Cuba will open the cybersecurity engineering career in September, the rector of the University of Computer Science (UCI), based in Havana, announced this Thursday, Prensa Latina news agency reported.
The new university degree will initially have an enrollment of 200 students from all over the country, provided they pass the Higher Education entrance exams.
“The computer systems are constantly exposed to multiple threats and cybersecurity is an aspect of Cuba’s national security,” the first deputy rector of the UCI, Raydel Montesinos, quoted by the source, told a press conference.
Con 200 plazas para todo el país la nueva carrera de carácter nacional de Ingeniería en Ciberseguridad abrirá sus aulas en el mes de septiembre de este año y se ajusta al sistema de ingreso a la Educación Superior de @CubaMES #SomosCuba @DiazCanelB @WalterBG_uci @jsaborido50 pic.twitter.com/jGYuFdU8I2
— UCI_Cuba (@universidad_uci) February 6, 2020
Channeled to redouble the protection of cyberspace on the island, the career will consist of four years, and will train professionals on a broad profile, dedicated to managing and monitoring the computer networks of organizations, to ensure their safety.

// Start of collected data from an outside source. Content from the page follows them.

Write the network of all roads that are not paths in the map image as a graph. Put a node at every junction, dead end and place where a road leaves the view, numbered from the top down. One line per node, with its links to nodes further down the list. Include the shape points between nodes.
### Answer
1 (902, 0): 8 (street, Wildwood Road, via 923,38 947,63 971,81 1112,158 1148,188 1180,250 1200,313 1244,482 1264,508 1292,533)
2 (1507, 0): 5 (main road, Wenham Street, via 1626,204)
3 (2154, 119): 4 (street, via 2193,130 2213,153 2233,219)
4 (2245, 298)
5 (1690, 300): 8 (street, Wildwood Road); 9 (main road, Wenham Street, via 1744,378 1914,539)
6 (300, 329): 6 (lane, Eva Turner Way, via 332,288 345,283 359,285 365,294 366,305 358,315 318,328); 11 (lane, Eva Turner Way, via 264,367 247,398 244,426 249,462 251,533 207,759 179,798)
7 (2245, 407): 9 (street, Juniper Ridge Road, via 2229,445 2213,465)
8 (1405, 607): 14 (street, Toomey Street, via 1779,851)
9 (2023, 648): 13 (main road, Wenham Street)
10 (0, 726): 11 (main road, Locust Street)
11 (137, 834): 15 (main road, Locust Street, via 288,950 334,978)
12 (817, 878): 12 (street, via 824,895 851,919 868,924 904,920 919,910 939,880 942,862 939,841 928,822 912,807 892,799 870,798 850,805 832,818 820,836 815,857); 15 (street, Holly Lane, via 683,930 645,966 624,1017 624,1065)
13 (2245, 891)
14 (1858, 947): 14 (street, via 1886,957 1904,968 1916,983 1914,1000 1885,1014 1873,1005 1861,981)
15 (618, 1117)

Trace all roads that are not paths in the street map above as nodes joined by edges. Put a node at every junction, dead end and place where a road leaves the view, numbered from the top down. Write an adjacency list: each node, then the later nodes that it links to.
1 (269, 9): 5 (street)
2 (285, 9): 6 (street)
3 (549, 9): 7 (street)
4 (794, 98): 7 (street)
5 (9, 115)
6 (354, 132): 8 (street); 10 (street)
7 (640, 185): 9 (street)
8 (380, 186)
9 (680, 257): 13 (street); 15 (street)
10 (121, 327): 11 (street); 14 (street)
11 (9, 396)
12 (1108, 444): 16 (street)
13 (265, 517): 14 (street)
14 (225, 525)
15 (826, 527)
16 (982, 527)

Graduates of the new university career will also be responsible for the protection of the technologies through which information is created, processed, stored and transmitted, Montesinos explained.
“The engineer will be in a position to design cybersecurity systems based on a risk analysis, configure and manage technical controls such as intrusion detection systems,” said the first deputy rector of the computer science center, which has an enrollment of 3,600 students, according to Prensa Latina.
Montesinos said that the UCI has the resources and bibliography to guarantee the training of the students in cybersecurity engineering, a career that will open for the first time in Cuba in the middle of the government policy of the computerization of its institutions and the rest of the social activities.
Last November the island incorporated into its legislation the authorization to conduct undercover investigations and employ electronic surveillance, which adds to a trend in the continent.
Unlike the countries in the region, these may be done without a court order.
The decree-law signed by President Miguel Díaz-Canel also allows the legal figures of “undercover agent” and “effective collaborator,” who will be exempt from criminal responsibility, and also includes “controlled delivery.”